_Problem requirements:_
Find every line in the records below that holds the word "JOSEFA", and copy it out.

_Extracted records:_
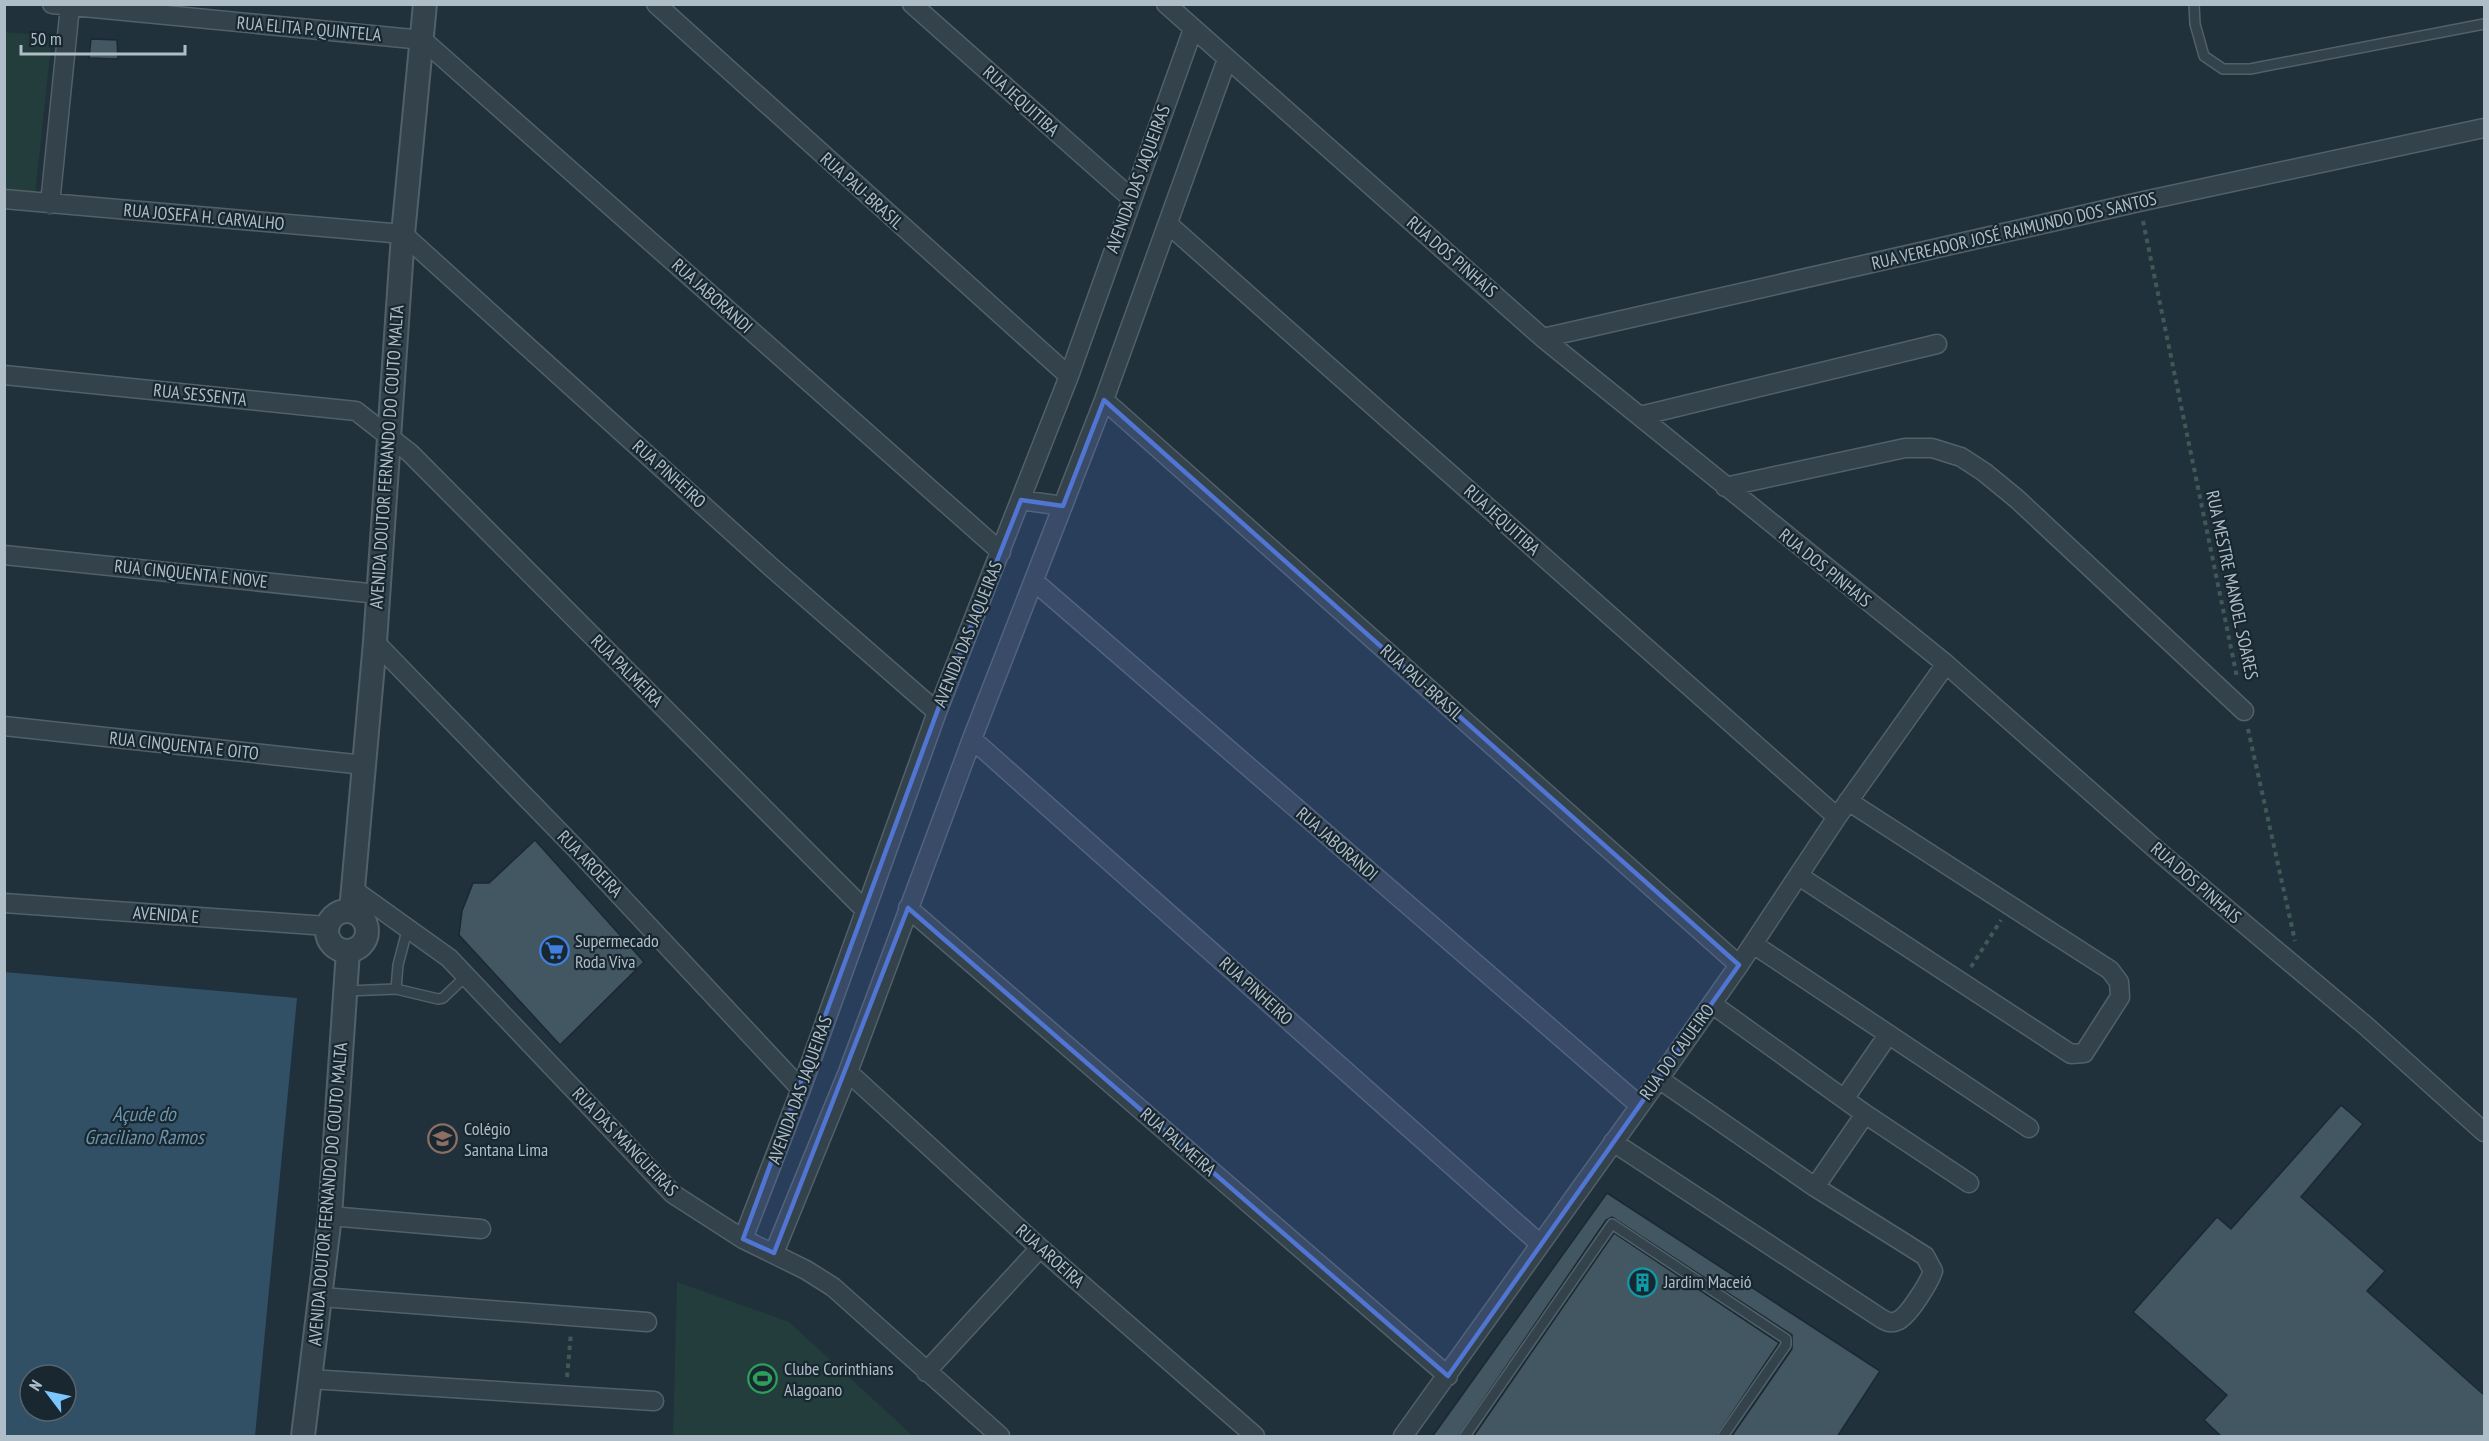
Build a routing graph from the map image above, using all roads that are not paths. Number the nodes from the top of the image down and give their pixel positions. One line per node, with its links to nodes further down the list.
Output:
1 (425, 4): 9 (street, AVENIDA DOUTOR FERNANDO DO COUTO MALTA)
2 (656, 4): 20 (street, RUA PAU-BRASIL)
3 (912, 4): 12 (street, RUA JEQUITIBA)
4 (1166, 4): 8 (street, RUA DOS PINHAIS)
5 (2193, 4): 7 (lane)
6 (61, 5): 9 (street, RUA ELITA P. QUINTELA); 14 (street)
7 (2484, 24)
8 (1193, 29): 10 (street, RUA DOS PINHAIS); 12 (street, AVENIDA DAS JAQUEIRAS)
9 (423, 40): 16 (street, AVENIDA DOUTOR FERNANDO DO COUTO MALTA); 27 (street, RUA JABORANDI)
10 (1227, 59): 15 (street, AVENIDA DAS JAQUEIRAS); 17 (street, RUA DOS PINHAIS)
11 (2484, 128): 17 (street, RUA VEREADOR JOSÉ RAIMUNDO DOS SANTOS)
12 (1131, 198): 20 (street, AVENIDA DAS JAQUEIRAS)
13 (4, 199): 14 (street, RUA JOSEFA H. CARVALHO)
14 (50, 204): 16 (street, RUA JOSEFA H. CARVALHO)
15 (1168, 224): 21 (street, AVENIDA DAS JAQUEIRAS); 39 (street, RUA JEQUITIBA)
16 (403, 234): 23 (street, AVENIDA DOUTOR FERNANDO DO COUTO MALTA); 34 (street, RUA PINHEIRO)
17 (1544, 338): 22 (street, RUA DOS PINHAIS)
18 (1937, 344): 22 (street)
19 (4, 375): 23 (street, RUA SESSENTA)
20 (1069, 376): 25 (street, AVENIDA DAS JAQUEIRAS)
21 (1104, 400): 26 (street, AVENIDA DAS JAQUEIRAS); 49 (street, RUA PAU-BRASIL)
22 (1640, 417): 24 (street, RUA DOS PINHAIS)
23 (387, 435): 30 (street, AVENIDA DOUTOR FERNANDO DO COUTO MALTA); 44 (street, RUA PALMEIRA)
24 (1725, 487): 32 (street, RUA DOS PINHAIS); 33 (street)
25 (1021, 500): 26 (street); 27 (street, AVENIDA DAS JAQUEIRAS)
26 (1063, 506): 29 (street, AVENIDA DAS JAQUEIRAS)
27 (1001, 552): 34 (street, AVENIDA DAS JAQUEIRAS)
28 (4, 555): 30 (street, RUA CINQUENTA E NOVE)
29 (1035, 582): 36 (street, AVENIDA DAS JAQUEIRAS); 59 (street, RUA JABORANDI)
30 (378, 594): 31 (street, AVENIDA DOUTOR FERNANDO DO COUTO MALTA)
31 (375, 642): 37 (street, AVENIDA DOUTOR FERNANDO DO COUTO MALTA); 57 (street, RUA AROEIRA)
32 (1946, 664): 38 (street, RUA DO CAJUEIRO); 62 (street, RUA DOS PINHAIS)
33 (2244, 711)
34 (937, 712): 44 (street, AVENIDA DAS JAQUEIRAS)
35 (4, 726): 37 (street, RUA CINQUENTA E OITO)
36 (972, 739): 43 (street, AVENIDA DAS JAQUEIRAS); 69 (street, RUA PINHEIRO)
37 (364, 765): 41 (street, AVENIDA DOUTOR FERNANDO DO COUTO MALTA)
38 (1848, 801): 39 (street, RUA DO CAJUEIRO); 40 (street)
39 (1837, 817): 40 (street, RUA DO CAJUEIRO)
40 (1799, 876): 47 (street, RUA DO CAJUEIRO)
41 (352, 900): 45 (street); 46 (street, RUA DAS MANGUEIRAS); 48 (street)
42 (4, 903): 45 (street, AVENIDA E)
43 (908, 908): 55 (street, AVENIDA DAS JAQUEIRAS); 75 (street, RUA PALMEIRA)
44 (865, 910): 57 (street, AVENIDA DAS JAQUEIRAS)
45 (327, 927): 48 (street)
46 (408, 927): 50 (street, RUA DAS MANGUEIRAS); 51 (lane)
47 (1753, 944): 49 (street, RUA DO CAJUEIRO); 54 (street)
48 (348, 951): 52 (street, AVENIDA DOUTOR FERNANDO DO COUTO MALTA)
49 (1740, 965): 53 (street, RUA DO CAJUEIRO)
50 (466, 976): 51 (lane); 68 (street, RUA DAS MANGUEIRAS)
51 (396, 989): 52 (lane)
52 (347, 991): 66 (street, AVENIDA DOUTOR FERNANDO DO COUTO MALTA)
53 (1712, 1004): 56 (street, RUA DO CAJUEIRO); 58 (street)
54 (1888, 1035): 58 (street); 61 (street)
55 (848, 1072): 70 (street, RUA AROEIRA); 71 (street, AVENIDA DAS JAQUEIRAS)
56 (1659, 1079): 59 (street, RUA DO CAJUEIRO); 65 (street)
57 (801, 1089): 68 (street, AVENIDA DAS JAQUEIRAS)
58 (1844, 1099): 60 (street)
59 (1639, 1106): 63 (street, RUA DO CAJUEIRO)
60 (1864, 1114): 64 (street); 65 (street)
61 (2029, 1128)
62 (2484, 1132)
63 (1613, 1142): 65 (street); 69 (street, RUA DO CAJUEIRO)
64 (1969, 1183)
65 (1815, 1187)
66 (330, 1216): 67 (street); 72 (street, AVENIDA DOUTOR FERNANDO DO COUTO MALTA)
67 (481, 1229)
68 (743, 1239): 71 (street, RUA DAS MANGUEIRAS)
69 (1539, 1243): 75 (street, RUA DO CAJUEIRO)
70 (1040, 1248): 74 (street); 80 (street, RUA AROEIRA)
71 (774, 1253): 74 (street, RUA DAS MANGUEIRAS)
72 (321, 1297): 73 (street); 76 (street, AVENIDA DOUTOR FERNANDO DO COUTO MALTA)
73 (647, 1322)
74 (926, 1372): 79 (street, RUA DAS MANGUEIRAS)
75 (1448, 1376): 81 (street, RUA DO CAJUEIRO)
76 (310, 1379): 77 (street); 78 (street, AVENIDA DOUTOR FERNANDO DO COUTO MALTA)
77 (654, 1401)
78 (303, 1437)
79 (1000, 1437)
80 (1255, 1437)
81 (1402, 1437)
82 (1465, 1437): 83 (lane)
83 (1723, 1437)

_Result of the task:_
13 (4, 199): 14 (street, RUA JOSEFA H. CARVALHO)
14 (50, 204): 16 (street, RUA JOSEFA H. CARVALHO)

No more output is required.